- [WHAT IS BEING ASKED]:
Please return each entry that follows exactly as given, but without pictures.

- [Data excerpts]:
[Start of section]

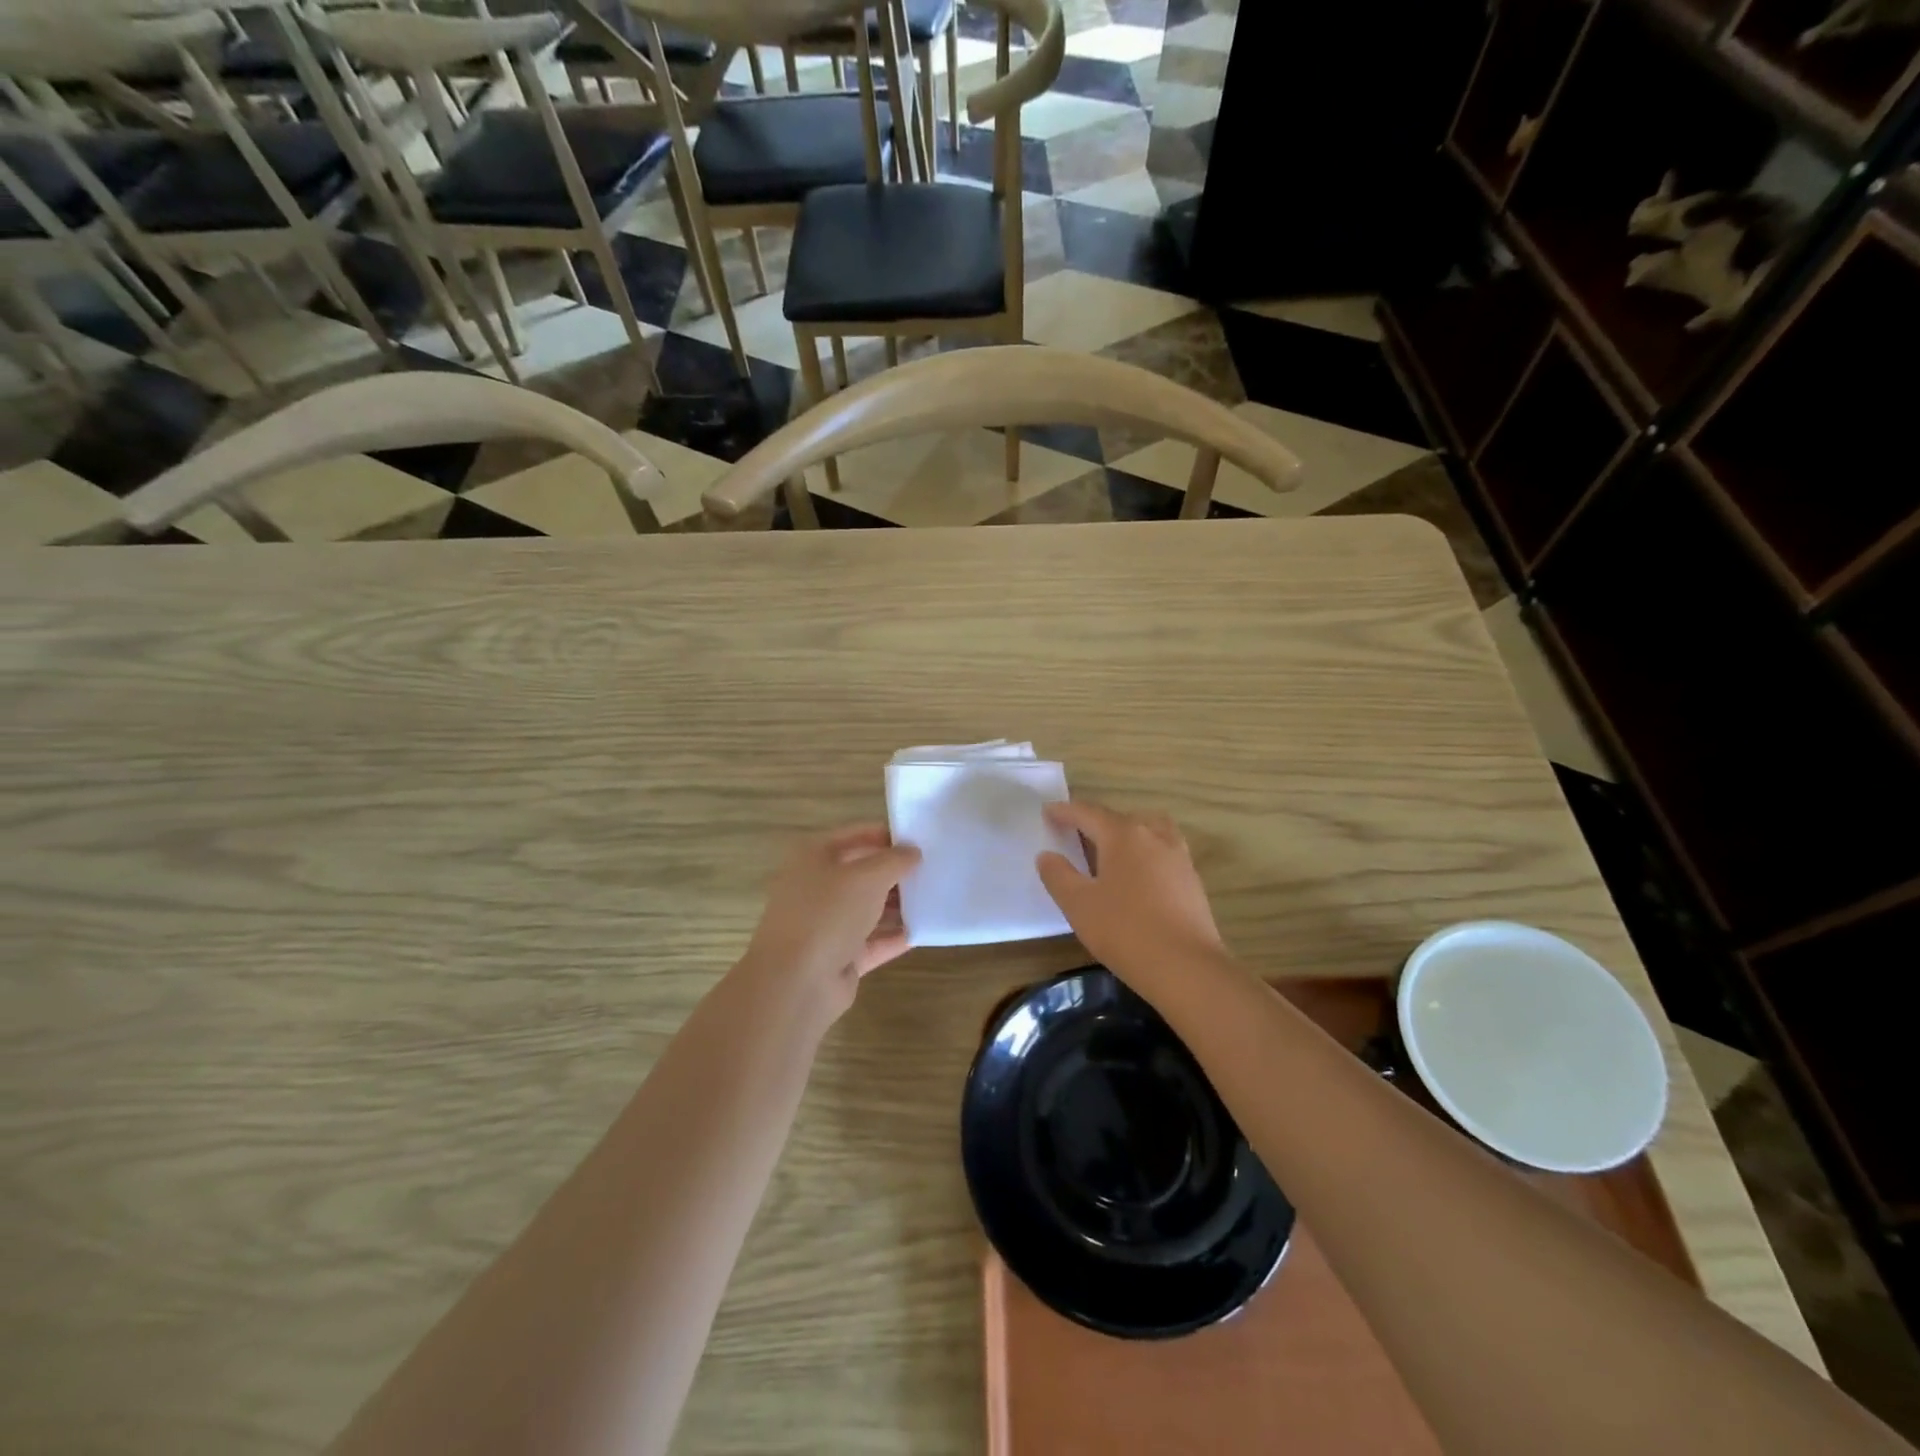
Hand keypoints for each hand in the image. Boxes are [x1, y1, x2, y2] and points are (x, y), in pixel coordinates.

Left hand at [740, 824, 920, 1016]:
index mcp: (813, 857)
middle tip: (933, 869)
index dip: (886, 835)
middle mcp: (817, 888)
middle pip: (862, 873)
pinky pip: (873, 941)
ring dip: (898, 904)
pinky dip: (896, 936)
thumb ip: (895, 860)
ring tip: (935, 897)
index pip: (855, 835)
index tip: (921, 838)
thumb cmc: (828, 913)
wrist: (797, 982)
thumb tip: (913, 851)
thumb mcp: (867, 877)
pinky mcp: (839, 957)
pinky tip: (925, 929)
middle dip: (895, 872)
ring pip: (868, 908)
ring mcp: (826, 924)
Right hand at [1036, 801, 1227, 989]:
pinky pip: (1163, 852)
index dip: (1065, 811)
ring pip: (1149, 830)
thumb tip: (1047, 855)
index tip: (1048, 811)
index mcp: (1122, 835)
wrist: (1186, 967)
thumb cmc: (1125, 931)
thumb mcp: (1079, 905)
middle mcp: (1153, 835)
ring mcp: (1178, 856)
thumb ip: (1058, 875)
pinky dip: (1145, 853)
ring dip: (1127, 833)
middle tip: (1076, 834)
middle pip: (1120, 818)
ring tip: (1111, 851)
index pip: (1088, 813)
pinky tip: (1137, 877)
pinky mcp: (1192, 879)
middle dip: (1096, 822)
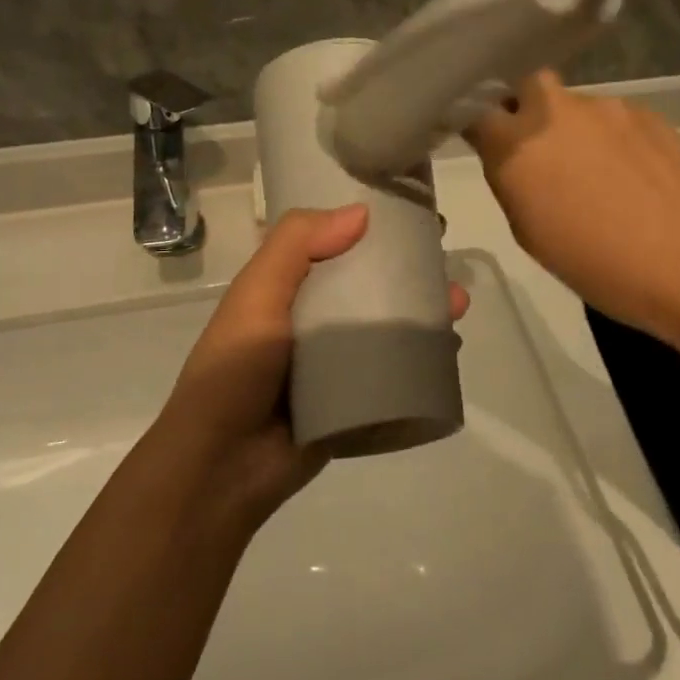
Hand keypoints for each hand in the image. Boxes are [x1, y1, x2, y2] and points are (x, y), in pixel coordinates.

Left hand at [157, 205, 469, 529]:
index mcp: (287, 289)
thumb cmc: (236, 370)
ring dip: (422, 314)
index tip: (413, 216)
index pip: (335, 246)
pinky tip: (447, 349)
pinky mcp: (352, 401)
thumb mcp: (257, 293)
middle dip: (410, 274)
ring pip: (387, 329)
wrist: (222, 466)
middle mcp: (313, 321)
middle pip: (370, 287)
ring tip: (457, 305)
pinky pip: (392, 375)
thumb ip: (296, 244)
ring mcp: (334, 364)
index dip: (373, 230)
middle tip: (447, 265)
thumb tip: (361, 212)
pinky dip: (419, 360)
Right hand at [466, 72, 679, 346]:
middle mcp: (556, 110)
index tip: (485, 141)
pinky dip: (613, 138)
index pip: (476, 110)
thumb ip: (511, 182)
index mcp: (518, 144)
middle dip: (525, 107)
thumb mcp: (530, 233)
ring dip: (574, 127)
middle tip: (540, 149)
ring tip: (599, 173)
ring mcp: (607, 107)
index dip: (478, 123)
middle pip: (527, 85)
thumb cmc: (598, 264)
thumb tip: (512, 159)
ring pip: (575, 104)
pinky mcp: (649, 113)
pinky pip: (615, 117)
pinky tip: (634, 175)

[End of section]

- [ANSWER SPACE]:
Hand keypoints for each hand in the image. Boxes are [x1, y1, x2, y2] and points are (x, y), in pixel coordinates.

Left hand at [740, 824, 920, 1016]:
index mcp: (813, 857)
middle tip: (933, 869)
index dip: (886, 835)
middle mcp: (817, 888)
middle pip: (862, 873)
pinky pip: (873, 941)
ring dip: (898, 904)
pinky dip: (896, 936)
thumb ip: (895, 860)
ring tip: (935, 897)
index pip: (855, 835)
index tip: (921, 838)
thumb cmc: (828, 913)
wrist: (797, 982)
thumb tip: (913, 851)
thumb mcp: (867, 877)
pinky mcp: (839, 957)
pinky tip: (925, 929)
middle dip: (895, 872)
ring pip: (868, 908)
ring mcp: (826, 924)
Right hand at [1036, 801, 1227, 989]:
pinky pip: (1163, 852)
index dip: (1065, 811)
ring pip: (1149, 830)
thumb tip: (1047, 855)
index tip: (1048, 811)
index mcp: (1122, 835)
wrist: (1186, 967)
thumb cmc: (1125, 931)
thumb mcp: (1079, 905)
middle mcp: (1153, 835)
ring mcp: (1178, 856)
thumb ip: (1058, 875)
pinky dip: (1145, 853)
ring dip: (1127, 833)
middle tip: (1076, 834)
middle pip: (1120, 818)
ring tip: (1111, 851)
index pip: (1088, 813)
pinky tip: (1137, 877)
pinky mcp: (1192, 879)
middle dip: (1096, 822)
Hand keypoints for each hand in the image. Boxes are [x1, y1, x2, y2] and points are (x, y), in pixel coordinates.

Left hand at [157, 205, 469, 529]:
index mcp: (287, 289)
thumb cmc: (236, 370)
ring dip: (422, 314)
index tip: (413, 216)
index pip: (335, 246)
pinky tip: (447, 349)
pinky mcp: (352, 401)
thumb mcp: (257, 293)
middle dip: (410, 274)
ring pip: (387, 329)
wrist: (222, 466)
middle mcp: (313, 321)
middle pip: (370, 287)
ring tip: (457, 305)
pinky pip: (392, 375)
thumb ip: (296, 244)
ring mcp: (334, 364)
index dip: (373, 230)
middle tip: (447, 265)
thumb tip: (361, 212)
pinky dip: (419, 360)
Right hand at [466, 72, 679, 346]:
middle mcp: (556, 110)
index tip: (485, 141)
pinky dip: (613, 138)
index pip: (476, 110)
thumb ip: (511, 182)
index mcp: (518, 144)
middle dip: (525, 107)
thumb mcp: (530, 233)
ring dip: (574, 127)
middle tip: (540, 149)
ring tip: (599, 173)
ring mcp: (607, 107)
index dip: (478, 123)
middle pip: (527, 85)
thumb cmc: (598, 264)
thumb tip: (512, 159)
ring pip: (575, 104)
pinky mcp: (649, 113)
pinky pip: (615, 117)
pinky tip: (634, 175)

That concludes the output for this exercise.